Report only the number of lines that contain the string "name" in the records below.

*** PROVIDED DATA ***

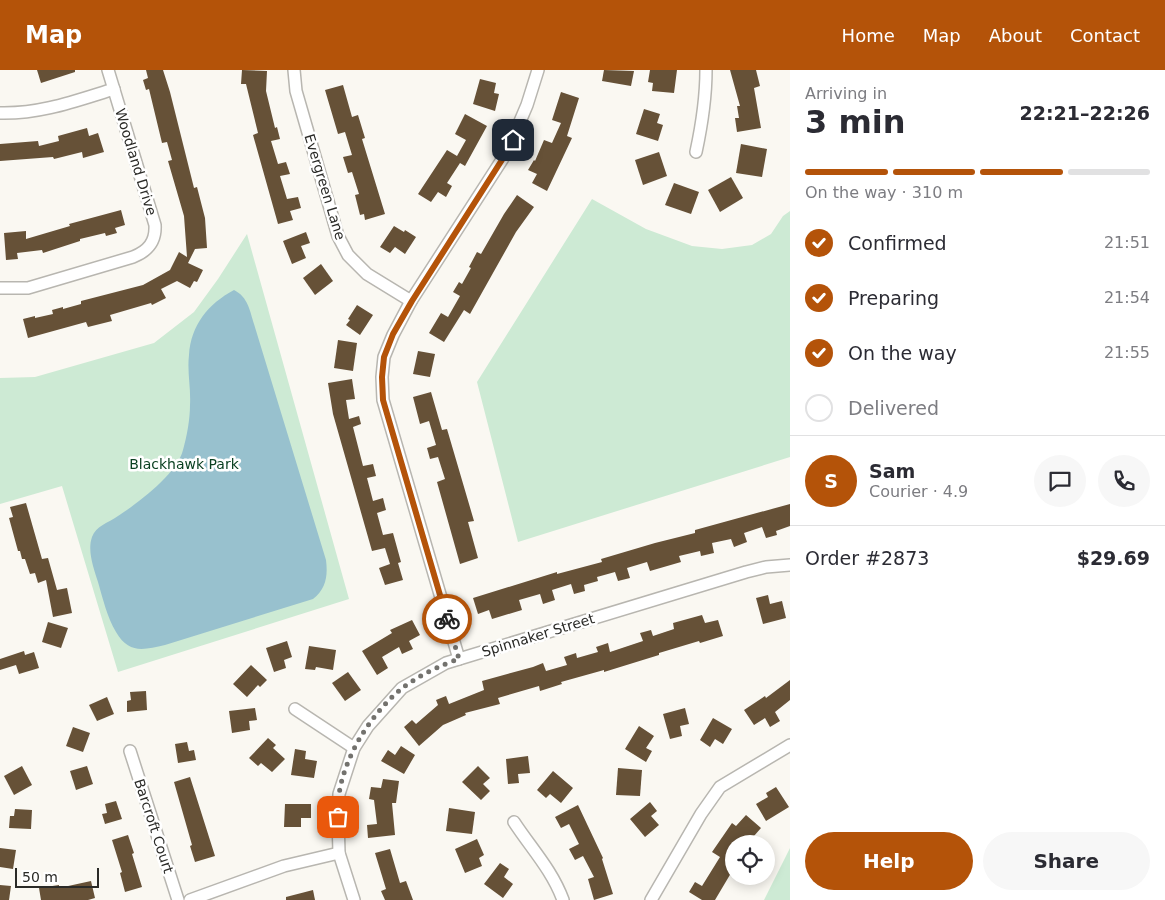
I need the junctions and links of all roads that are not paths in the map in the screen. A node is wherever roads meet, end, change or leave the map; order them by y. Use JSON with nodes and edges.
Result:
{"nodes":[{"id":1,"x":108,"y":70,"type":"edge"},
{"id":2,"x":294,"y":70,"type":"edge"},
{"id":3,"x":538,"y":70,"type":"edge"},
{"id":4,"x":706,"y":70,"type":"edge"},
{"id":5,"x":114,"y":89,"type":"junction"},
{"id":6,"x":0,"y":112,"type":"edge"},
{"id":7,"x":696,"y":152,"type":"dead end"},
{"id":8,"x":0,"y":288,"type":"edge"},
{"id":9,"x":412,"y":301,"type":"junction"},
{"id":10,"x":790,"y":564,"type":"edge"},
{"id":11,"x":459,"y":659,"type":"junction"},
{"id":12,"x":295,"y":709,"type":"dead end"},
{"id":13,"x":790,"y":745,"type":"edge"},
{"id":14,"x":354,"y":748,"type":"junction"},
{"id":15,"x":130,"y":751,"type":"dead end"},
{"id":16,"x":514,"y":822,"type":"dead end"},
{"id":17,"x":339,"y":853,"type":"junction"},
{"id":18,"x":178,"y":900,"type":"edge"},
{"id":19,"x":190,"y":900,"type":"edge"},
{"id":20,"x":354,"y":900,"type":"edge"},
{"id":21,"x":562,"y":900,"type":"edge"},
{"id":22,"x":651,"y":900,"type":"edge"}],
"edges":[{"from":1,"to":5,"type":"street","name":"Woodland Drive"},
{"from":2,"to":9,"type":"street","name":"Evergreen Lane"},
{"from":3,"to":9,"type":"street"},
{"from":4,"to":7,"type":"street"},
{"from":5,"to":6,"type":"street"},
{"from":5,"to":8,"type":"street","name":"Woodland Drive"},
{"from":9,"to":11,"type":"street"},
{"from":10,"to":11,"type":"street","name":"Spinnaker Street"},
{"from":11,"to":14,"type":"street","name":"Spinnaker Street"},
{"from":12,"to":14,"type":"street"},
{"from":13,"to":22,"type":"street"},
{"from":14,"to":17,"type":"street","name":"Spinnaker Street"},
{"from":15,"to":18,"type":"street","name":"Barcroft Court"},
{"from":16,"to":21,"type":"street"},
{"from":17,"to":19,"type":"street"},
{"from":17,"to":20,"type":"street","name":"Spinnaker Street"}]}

*** End of PROVIDED DATA ***
*** PROVIDED DATA ***

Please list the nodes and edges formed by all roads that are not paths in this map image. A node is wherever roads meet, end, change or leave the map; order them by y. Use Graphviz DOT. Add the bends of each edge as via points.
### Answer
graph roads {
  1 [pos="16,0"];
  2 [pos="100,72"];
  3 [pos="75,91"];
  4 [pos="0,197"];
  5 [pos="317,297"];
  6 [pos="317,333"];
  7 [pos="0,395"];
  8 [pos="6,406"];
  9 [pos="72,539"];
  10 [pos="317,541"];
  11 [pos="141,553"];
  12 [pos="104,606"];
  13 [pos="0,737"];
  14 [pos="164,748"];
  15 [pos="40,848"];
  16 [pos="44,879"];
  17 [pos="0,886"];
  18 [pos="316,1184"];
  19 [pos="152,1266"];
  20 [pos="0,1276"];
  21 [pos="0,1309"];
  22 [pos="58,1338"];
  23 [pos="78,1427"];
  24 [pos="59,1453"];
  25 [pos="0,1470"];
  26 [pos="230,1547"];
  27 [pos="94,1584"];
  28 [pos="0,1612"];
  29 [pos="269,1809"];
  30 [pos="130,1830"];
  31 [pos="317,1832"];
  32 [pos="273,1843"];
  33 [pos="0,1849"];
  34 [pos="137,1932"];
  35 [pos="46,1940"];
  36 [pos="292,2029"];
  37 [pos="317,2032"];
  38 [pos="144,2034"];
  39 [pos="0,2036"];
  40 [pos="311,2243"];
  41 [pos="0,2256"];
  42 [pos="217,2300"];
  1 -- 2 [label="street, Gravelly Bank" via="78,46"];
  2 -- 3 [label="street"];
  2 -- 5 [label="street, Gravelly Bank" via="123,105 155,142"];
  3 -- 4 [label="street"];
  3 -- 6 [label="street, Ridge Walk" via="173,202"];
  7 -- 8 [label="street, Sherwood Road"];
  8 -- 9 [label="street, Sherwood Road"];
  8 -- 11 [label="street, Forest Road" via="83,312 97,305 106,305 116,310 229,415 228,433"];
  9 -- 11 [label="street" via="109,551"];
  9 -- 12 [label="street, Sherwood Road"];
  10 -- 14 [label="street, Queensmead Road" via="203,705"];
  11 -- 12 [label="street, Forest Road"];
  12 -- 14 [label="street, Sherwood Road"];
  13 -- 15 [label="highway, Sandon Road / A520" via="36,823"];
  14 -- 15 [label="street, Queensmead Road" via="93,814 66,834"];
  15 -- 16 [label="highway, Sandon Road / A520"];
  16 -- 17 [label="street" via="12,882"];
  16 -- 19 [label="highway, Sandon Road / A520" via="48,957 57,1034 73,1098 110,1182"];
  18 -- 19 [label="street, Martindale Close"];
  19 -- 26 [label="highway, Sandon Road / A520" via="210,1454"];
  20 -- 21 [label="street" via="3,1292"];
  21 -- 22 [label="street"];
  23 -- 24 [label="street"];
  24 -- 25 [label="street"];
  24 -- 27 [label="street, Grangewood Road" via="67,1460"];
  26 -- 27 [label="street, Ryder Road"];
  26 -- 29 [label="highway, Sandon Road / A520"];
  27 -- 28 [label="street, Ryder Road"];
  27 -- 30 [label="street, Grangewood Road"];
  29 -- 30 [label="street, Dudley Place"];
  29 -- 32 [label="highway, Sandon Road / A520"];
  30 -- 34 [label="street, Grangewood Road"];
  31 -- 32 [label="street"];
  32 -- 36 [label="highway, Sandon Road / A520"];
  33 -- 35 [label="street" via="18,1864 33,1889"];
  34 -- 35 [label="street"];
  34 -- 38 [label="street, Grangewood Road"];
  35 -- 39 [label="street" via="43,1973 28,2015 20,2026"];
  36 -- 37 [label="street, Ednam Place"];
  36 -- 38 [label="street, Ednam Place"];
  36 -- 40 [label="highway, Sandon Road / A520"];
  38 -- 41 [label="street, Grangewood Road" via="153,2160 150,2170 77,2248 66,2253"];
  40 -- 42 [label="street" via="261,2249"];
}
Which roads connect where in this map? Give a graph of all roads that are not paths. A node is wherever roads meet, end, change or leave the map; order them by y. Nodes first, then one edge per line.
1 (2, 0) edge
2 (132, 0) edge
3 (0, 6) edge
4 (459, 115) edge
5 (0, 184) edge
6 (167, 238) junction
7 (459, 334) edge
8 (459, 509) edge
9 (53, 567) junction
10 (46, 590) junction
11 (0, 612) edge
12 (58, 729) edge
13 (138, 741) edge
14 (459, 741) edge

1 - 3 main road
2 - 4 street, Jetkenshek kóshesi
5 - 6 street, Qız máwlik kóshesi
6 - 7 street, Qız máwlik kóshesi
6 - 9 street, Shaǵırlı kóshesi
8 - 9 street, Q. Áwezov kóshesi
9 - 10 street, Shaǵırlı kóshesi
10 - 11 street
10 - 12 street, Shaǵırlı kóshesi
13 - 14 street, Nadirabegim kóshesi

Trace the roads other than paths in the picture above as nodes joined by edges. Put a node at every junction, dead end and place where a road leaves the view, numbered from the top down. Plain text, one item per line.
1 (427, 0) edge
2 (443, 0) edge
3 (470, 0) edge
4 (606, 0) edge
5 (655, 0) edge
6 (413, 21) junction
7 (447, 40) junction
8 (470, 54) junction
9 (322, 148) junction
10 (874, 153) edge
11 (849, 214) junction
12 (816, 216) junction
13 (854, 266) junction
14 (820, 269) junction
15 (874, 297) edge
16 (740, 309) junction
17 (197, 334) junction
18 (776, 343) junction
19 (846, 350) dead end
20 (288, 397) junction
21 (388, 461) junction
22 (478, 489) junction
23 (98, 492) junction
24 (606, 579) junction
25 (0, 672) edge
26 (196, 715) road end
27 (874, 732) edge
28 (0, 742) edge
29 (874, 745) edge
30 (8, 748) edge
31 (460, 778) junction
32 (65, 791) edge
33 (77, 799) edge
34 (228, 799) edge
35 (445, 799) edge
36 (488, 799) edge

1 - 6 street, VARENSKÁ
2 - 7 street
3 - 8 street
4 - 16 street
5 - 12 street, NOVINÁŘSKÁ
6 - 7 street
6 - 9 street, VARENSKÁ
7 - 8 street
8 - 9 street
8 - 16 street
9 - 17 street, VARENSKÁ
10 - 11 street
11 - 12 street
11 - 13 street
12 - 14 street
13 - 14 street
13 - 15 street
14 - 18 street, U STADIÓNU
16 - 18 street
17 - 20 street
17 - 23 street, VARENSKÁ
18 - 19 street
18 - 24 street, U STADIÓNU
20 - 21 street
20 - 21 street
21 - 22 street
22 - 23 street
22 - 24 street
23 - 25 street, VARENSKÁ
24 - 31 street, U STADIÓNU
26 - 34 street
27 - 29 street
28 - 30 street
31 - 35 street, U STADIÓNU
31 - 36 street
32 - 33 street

*** End of PROVIDED DATA ***
*** PROVIDED DATA ***

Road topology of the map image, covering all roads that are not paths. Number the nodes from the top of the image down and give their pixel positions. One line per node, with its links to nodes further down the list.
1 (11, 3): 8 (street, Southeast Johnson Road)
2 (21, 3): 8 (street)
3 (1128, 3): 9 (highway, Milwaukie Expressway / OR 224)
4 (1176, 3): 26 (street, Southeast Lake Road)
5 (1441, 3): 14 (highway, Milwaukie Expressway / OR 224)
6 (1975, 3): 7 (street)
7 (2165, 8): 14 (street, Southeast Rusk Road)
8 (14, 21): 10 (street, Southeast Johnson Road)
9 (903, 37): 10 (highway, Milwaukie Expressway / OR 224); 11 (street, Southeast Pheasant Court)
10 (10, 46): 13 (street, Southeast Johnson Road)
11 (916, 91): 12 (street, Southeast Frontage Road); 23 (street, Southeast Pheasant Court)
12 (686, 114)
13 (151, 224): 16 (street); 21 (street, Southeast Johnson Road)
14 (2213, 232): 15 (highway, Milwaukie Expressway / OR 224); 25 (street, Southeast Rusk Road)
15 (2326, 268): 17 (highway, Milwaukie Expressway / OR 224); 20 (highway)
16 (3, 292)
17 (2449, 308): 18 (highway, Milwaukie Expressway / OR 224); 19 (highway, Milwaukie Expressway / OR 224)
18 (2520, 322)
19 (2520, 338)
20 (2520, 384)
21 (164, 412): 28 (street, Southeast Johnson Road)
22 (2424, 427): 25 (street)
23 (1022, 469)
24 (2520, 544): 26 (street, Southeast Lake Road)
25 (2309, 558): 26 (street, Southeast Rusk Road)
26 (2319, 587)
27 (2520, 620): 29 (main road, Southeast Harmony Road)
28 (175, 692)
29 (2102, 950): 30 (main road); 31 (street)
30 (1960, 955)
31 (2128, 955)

*** End of PROVIDED DATA ***

- **EXERCISE OUTPUT**:
8